Endothelin (ET) may play a major role in the progression from MI to HF. Tezosentan is a new dual ETA/ETB receptor antagonist.
Rats were subjected to coronary artery ligation and were treated with either vehicle or tezosentan (10 mg/kg IV bolus) at 1 h and 24 h after MI. Cardiac hemodynamics and lung weight were measured at 48 h after MI. Survival was assessed over a five-month period.
At 48 h after ligation, vehicle-treated rats developed HF, as evidenced by a marked increase in left ventricular end-diastolic pressure (LVEDP), reduction in dP/dtmax and mean arterial pressure (MAP), and development of pulmonary edema. Tezosentan treatment attenuated the increase in LVEDP and in lung weight and slightly reduced MAP without affecting dP/dtmax. Infarct size was not modified by tezosentan. Despite the fact that treatment with tezosentan was stopped after 24 h, the initial tezosentan administration significantly reduced cardiac hypertrophy (22 % ) and decreased mortality by 51 % at five months (50 % survival vs. 19 % survival in vehicle-treated rats, p < 0.001).

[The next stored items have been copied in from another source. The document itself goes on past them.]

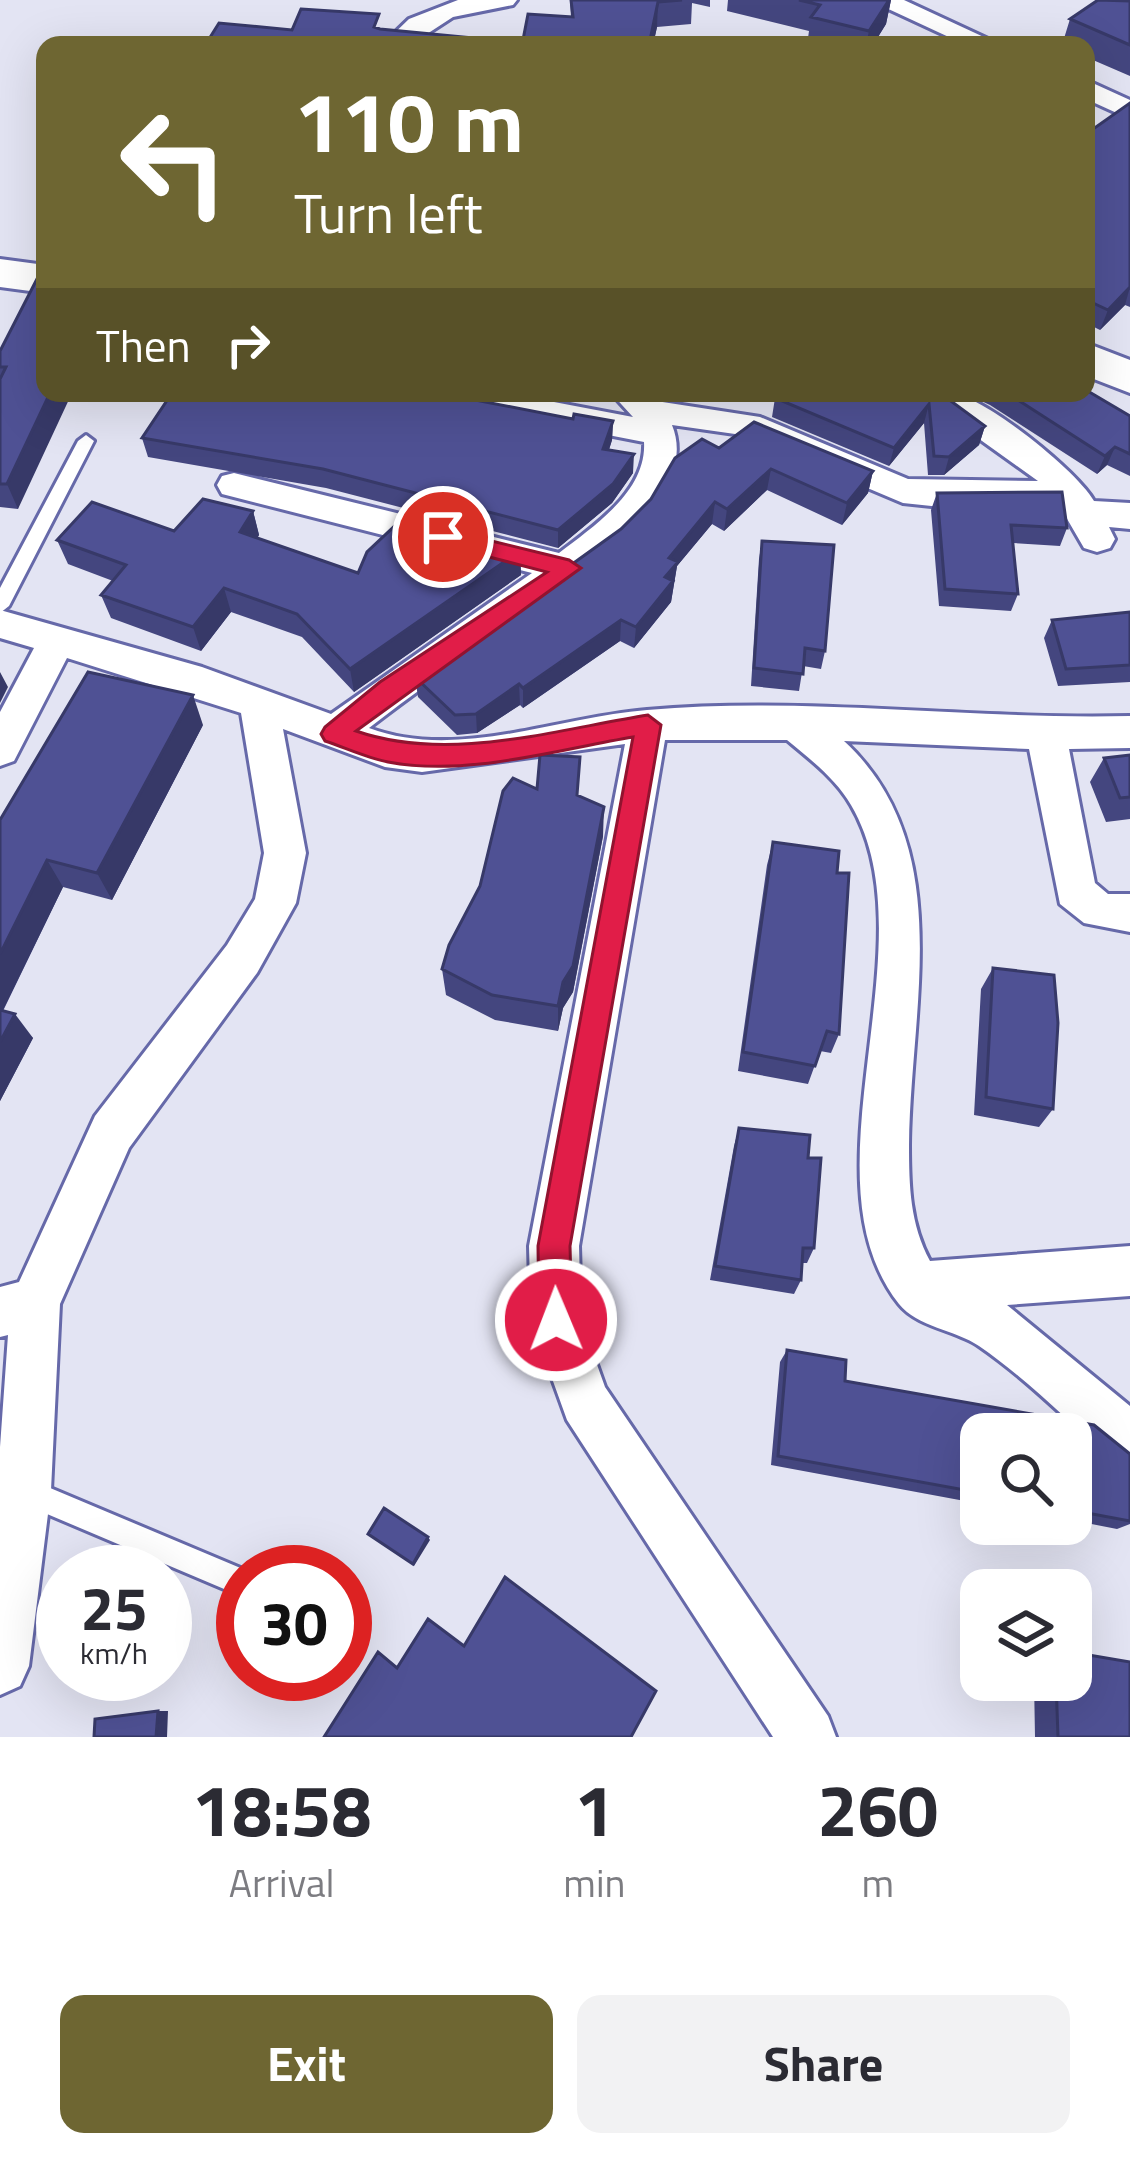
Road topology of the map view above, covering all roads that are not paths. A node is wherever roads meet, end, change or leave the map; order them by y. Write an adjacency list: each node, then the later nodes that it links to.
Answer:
1 (504, 0): 3 (street)
2 (882, 0): 4 (street)
3 (404, 36)
4 (967, 36)
5 (1095, 93): 6 (street)
6 (1130, 111)
7 (0, 273): 8 (main road)
8 (36, 279)
9 (1095, 362): 10 (main road)
10 (1130, 378)
11 (542, 402): 13 (street)
12 (946, 402): 16 (street)
13 (646, 412): 16 (street); 18 (street)
14 (86, 441): 19 (lane)
15 (234, 485): 18 (street)
16 (1086, 515): 17 (street)
17 (1130, 516)
18 (569, 568): 26 (street)
19 (0, 606)
20 (0, 624): 21 (street)
21 (58, 639): 22 (street); 28 (street)
22 (259, 706): 26 (street); 32 (street)
23 (796, 724): 24 (street); 27 (street); 31 (street)
24 (648, 725): 26 (street); 37 (street)
25 (1130, 731): 27 (street)
26 (334, 734)
27 (1046, 734): 29 (street)
28 (0, 750)
29 (1130, 913)
30 (1130, 1271): 31 (street)
31 (916, 1287): 33 (street)
32 (17, 1307): 34 (street)
33 (1130, 1440)
34 (24, 1490): 35 (lane); 36 (street)
35 (216, 1572)
36 (0, 1666)
37 (807, 1737)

Tezosentan administered during the first day after MI in rats, in addition to improving acutely hemodynamic conditions, markedly increases long-term survival. This increase is associated with a decrease of pulmonary edema and prevention of cardiac hypertrophy. Tezosentan could be a safe and useful therapeutic agent in the prevention and treatment of ischemic HF.